##### DATA FOR ANALYSIS

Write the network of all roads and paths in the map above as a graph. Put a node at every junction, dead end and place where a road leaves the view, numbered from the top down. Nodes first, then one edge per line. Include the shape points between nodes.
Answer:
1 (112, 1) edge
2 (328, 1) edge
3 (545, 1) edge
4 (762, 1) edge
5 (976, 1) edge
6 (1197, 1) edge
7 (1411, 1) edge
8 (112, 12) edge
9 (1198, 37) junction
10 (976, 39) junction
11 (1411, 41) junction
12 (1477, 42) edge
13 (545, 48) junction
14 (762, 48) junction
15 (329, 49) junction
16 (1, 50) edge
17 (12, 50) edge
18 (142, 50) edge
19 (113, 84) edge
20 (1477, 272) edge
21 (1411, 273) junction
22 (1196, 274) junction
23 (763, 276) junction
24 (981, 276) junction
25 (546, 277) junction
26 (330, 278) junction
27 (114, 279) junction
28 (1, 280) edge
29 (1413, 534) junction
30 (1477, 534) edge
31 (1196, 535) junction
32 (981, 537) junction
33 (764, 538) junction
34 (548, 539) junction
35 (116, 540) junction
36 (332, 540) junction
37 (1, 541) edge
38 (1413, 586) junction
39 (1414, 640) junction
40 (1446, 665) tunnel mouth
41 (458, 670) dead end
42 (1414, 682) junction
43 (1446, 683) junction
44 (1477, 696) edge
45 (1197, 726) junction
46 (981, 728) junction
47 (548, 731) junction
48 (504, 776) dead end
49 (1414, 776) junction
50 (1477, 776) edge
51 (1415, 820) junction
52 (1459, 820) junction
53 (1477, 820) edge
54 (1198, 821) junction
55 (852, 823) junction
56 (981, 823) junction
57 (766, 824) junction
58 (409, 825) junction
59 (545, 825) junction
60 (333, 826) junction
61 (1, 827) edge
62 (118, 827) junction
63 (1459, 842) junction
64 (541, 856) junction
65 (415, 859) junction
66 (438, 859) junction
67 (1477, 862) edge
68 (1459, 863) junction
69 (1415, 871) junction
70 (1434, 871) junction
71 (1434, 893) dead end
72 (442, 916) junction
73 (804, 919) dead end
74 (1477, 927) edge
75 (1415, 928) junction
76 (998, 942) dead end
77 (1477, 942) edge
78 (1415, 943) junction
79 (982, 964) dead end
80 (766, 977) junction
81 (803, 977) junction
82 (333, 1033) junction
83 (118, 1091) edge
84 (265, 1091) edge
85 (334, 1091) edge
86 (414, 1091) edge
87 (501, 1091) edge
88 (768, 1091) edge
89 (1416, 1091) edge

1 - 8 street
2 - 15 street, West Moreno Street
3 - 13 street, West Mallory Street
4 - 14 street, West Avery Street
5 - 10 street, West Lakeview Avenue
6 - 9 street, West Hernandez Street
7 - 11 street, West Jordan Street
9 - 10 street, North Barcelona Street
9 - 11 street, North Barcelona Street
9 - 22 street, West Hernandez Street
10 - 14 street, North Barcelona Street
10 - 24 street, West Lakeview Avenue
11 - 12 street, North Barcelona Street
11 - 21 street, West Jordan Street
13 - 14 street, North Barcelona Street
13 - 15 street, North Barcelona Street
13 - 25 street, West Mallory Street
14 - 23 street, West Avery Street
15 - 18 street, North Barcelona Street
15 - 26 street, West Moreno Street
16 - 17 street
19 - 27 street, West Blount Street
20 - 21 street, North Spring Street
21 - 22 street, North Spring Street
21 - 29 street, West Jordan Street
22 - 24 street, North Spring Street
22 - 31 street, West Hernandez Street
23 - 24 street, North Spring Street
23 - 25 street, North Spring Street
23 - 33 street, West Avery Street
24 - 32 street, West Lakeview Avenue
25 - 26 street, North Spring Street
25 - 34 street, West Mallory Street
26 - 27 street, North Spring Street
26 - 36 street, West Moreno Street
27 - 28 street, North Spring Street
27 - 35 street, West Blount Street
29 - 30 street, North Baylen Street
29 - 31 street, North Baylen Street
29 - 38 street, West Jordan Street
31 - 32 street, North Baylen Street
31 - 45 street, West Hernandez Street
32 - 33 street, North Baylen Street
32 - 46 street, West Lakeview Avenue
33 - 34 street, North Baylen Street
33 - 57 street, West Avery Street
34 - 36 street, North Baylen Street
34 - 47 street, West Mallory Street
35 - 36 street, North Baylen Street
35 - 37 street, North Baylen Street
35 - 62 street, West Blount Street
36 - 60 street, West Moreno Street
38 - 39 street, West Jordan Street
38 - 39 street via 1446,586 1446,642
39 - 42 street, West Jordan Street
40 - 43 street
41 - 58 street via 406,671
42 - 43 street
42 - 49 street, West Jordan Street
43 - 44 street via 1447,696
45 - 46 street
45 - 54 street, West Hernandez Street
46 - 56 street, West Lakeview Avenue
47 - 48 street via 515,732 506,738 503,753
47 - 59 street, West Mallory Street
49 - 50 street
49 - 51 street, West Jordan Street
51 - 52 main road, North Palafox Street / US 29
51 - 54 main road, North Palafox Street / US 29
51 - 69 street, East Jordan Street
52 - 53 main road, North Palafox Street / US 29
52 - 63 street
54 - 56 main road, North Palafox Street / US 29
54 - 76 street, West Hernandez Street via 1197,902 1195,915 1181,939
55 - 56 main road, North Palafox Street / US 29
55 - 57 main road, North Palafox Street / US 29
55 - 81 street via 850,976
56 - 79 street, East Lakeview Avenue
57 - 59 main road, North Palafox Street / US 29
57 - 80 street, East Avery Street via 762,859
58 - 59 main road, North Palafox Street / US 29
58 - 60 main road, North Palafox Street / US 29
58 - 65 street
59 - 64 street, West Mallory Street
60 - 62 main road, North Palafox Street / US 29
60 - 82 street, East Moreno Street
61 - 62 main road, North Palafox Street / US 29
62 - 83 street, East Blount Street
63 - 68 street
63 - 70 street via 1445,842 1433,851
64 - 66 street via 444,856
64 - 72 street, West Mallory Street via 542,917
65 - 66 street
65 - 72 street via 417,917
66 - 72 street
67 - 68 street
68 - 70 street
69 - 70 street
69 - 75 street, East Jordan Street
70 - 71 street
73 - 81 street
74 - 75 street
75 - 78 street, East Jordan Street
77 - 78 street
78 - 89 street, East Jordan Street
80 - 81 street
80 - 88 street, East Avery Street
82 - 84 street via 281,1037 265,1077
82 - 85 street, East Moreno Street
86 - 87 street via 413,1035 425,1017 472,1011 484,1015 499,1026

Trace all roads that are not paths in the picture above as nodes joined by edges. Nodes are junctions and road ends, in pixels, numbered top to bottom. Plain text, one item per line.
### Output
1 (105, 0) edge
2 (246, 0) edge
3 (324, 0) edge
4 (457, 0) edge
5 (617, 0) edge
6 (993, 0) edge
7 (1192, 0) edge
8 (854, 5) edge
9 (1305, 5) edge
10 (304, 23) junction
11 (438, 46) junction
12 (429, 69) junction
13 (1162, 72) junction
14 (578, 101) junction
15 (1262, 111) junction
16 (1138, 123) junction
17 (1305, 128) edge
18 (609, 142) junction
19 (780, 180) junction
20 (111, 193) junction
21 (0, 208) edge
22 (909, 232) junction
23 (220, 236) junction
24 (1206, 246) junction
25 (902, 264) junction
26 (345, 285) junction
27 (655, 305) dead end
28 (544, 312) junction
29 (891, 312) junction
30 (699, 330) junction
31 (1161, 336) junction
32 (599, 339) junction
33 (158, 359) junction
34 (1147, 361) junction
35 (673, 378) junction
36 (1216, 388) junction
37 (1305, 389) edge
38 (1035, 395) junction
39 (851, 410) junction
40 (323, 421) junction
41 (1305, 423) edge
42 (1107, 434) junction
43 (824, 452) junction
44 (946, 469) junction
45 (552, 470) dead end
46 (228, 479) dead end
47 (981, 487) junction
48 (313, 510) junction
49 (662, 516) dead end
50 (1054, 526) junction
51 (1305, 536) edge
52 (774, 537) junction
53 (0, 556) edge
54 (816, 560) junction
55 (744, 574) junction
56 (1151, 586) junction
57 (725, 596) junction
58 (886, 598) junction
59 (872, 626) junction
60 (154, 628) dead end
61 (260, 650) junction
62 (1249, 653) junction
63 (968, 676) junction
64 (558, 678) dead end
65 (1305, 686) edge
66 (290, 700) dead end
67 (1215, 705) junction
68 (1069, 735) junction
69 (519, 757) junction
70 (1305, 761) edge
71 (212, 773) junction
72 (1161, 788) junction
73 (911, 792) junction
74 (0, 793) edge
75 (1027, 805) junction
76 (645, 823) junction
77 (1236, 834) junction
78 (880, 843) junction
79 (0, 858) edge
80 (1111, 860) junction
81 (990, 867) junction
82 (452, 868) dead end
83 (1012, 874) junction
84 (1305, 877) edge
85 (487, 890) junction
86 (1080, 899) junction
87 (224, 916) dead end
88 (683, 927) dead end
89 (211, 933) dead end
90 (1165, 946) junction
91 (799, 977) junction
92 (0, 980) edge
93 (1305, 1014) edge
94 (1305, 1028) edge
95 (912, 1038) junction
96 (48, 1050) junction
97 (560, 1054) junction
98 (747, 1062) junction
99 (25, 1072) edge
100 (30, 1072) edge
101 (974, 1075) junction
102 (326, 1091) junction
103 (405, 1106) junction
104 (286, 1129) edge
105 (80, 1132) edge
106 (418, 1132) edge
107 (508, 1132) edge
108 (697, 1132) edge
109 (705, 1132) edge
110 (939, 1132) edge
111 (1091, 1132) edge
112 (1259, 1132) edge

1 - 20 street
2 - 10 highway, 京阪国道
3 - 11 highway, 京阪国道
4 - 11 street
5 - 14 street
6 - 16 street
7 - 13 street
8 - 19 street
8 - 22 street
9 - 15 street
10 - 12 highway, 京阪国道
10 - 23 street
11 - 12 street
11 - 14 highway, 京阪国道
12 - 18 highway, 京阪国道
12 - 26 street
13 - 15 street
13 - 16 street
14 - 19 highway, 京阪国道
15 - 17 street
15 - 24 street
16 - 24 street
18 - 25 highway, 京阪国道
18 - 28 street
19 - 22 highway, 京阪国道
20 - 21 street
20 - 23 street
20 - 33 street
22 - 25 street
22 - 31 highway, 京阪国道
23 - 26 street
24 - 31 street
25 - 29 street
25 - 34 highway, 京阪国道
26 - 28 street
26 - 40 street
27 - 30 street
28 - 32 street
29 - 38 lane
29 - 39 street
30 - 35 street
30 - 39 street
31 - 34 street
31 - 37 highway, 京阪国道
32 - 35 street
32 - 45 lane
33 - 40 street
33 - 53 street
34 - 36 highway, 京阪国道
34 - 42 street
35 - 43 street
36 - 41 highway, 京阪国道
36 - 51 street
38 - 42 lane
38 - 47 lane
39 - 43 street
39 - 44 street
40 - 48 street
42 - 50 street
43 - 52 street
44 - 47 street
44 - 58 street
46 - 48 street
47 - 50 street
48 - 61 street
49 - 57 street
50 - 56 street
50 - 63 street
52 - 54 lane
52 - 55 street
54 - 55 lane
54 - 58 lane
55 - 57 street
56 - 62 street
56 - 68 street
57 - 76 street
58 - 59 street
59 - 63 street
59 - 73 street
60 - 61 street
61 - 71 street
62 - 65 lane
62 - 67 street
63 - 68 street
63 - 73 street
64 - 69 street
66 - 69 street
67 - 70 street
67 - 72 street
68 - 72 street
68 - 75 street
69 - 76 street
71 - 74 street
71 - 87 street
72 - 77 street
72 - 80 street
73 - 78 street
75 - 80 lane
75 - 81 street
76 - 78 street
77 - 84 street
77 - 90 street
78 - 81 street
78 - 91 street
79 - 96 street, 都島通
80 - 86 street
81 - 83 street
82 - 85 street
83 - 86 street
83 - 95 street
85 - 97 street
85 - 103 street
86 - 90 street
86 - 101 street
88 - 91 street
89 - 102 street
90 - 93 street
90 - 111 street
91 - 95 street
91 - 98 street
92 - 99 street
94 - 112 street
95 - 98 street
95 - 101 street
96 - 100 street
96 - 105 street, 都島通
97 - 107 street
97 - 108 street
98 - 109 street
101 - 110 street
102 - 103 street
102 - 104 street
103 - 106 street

##########

### PROBLEM REQUIREMENTS
Whenever the word "Spring" appears in a line above, copy that line.

### TASK SOLUTION
20 - 21 street, North Spring Street
21 - 22 street, North Spring Street
22 - 24 street, North Spring Street
23 - 24 street, North Spring Street
23 - 25 street, North Spring Street
25 - 26 street, North Spring Street
26 - 27 street, North Spring Street
27 - 28 street, North Spring Street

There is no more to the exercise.